Every line with "柏君大道" in it must be copied from the data.

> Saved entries
□ □ □ □

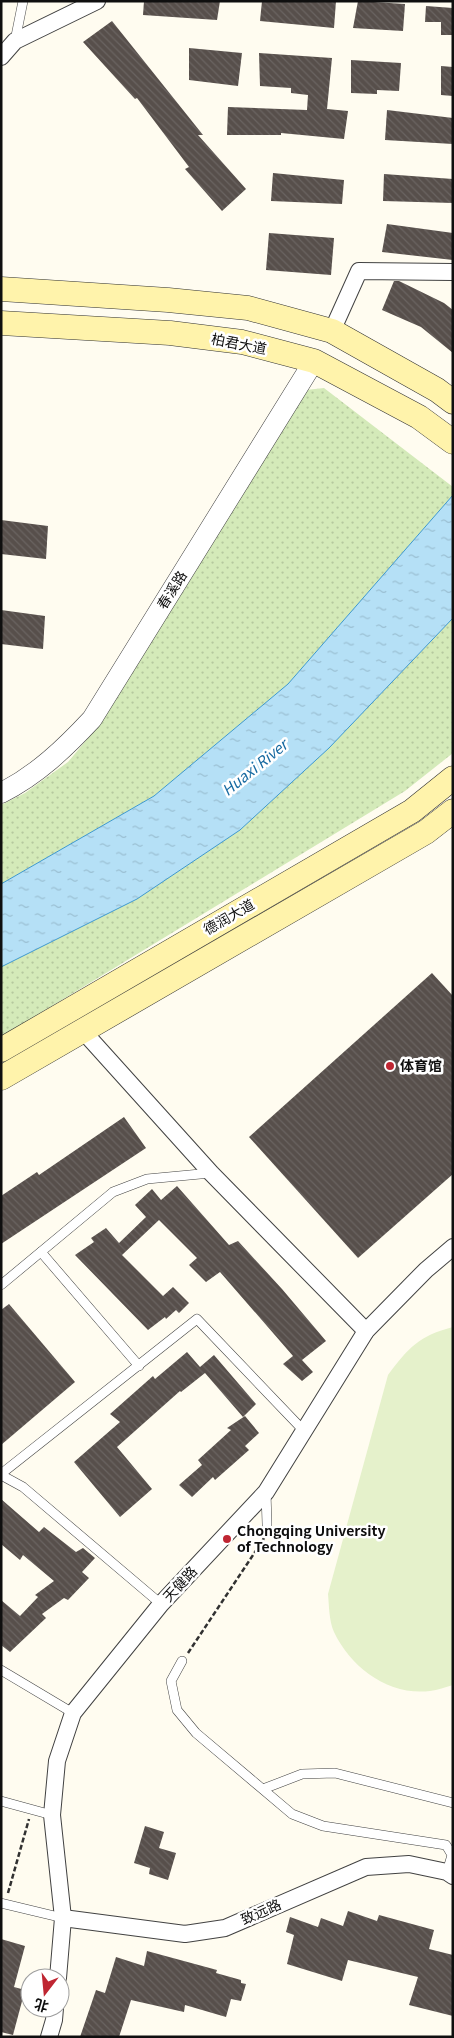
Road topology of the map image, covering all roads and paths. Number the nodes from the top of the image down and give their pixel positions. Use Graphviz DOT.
graph roads {
  1 [pos="23,1"];
  2 [pos="97,1"];
  3 [pos="15,41"];
  4 [pos="1,57"];
  5 [pos="453,272"];
  6 [pos="1,289"];
  7 [pos="1,323"];
  8 [pos="332,331"];
  9 [pos="314,361"];
  10 [pos="445,396"];
  11 [pos="453,442"];
  12 [pos="453,778"];
  13 [pos="1,793"];
  14 [pos="453,811"];
  15 [pos="83,1031"];
  16 [pos="1,1050"];
  17 [pos="1,1078"];
  18 [pos="212,1173"];
  19 [pos="453,1247"];
  20 [pos="41,1252"];
  21 [pos="1,1285"];
  22 [pos="366,1331"];
  23 [pos="138,1366"];
  24 [pos="304,1431"];
  25 [pos="1,1475"];
  26 [pos="266,1492"];
  27 [pos="267,1524"];
  28 [pos="161,1604"];
  29 [pos="182,1661"];
  30 [pos="1,1670"];
  31 [pos="73,1713"];
  32 [pos="263,1790"];
  33 [pos="1,1801"];
  34 [pos="453,1803"];
  35 [pos="31,1809"];
  36 [pos="52,1815"];
  37 [pos="450,1874"];
  38 [pos="3,1904"];
  39 [pos="63,1918"];
  40 [pos="59,1968"];
  41 [pos="54,2018"];
  42 [pos="49,2037"];
  1 -- 3 [label="lane"];
  2 -- 3 [label="street"];
  3 -- 4 [label="street"];
  5 -- 8 [label="street"];
  6 -- 8 [label="main road"];
  7 -- 9 [label="main road, 柏君大道"];
  8 -- 10 [label="main road"];
  9 -- 11 [label="main road, 柏君大道"];
  9 -- 13 [label="street, 春溪路"];
  12 -- 16 [label="main road, 德润大道"];
  14 -- 15 [label="main road, 德润大道"];
  15 -- 17 [label="main road, 德润大道"];
  15 -- 18 [label="street"];
  18 -- 20 [label="lane"];
  18 -- 22 [label="street"];
  19 -- 22 [label="street, 天健路"];
  20 -- 21 [label="lane"];
  20 -- 23 [label="lane"];
  22 -- 24 [label="street, 天健路"];
  23 -- 24 [label="lane"];
  23 -- 25 [label="lane"];
  24 -- 26 [label="street, 天健路"];
  25 -- 28 [label="lane"];
  26 -- 27 [label="lane"];
  26 -- 28 [label="street, 天健路"];
  27 -- 29 [label="path"];
  28 -- 31 [label="street, 天健路"];
  29 -- 32 [label="lane"];
  30 -- 31 [label="lane"];
  31 -- 36 [label="street, 天健路"];
  32 -- 34 [label="lane"];
  32 -- 37 [label="lane"];
  33 -- 35 [label="lane"];
  35 -- 36 [label="lane"];
  35 -- 38 [label="path"];
  36 -- 39 [label="street, 天健路"];
  37 -- 39 [label="street, 致远路"];
  38 -- 39 [label="lane"];
  39 -- 40 [label="street, 天健路"];
  41 -- 42 [label="street"];
}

□ □ □ □

> Task answer
  7 -- 9 [label="main road, 柏君大道"];
  9 -- 11 [label="main road, 柏君大道"];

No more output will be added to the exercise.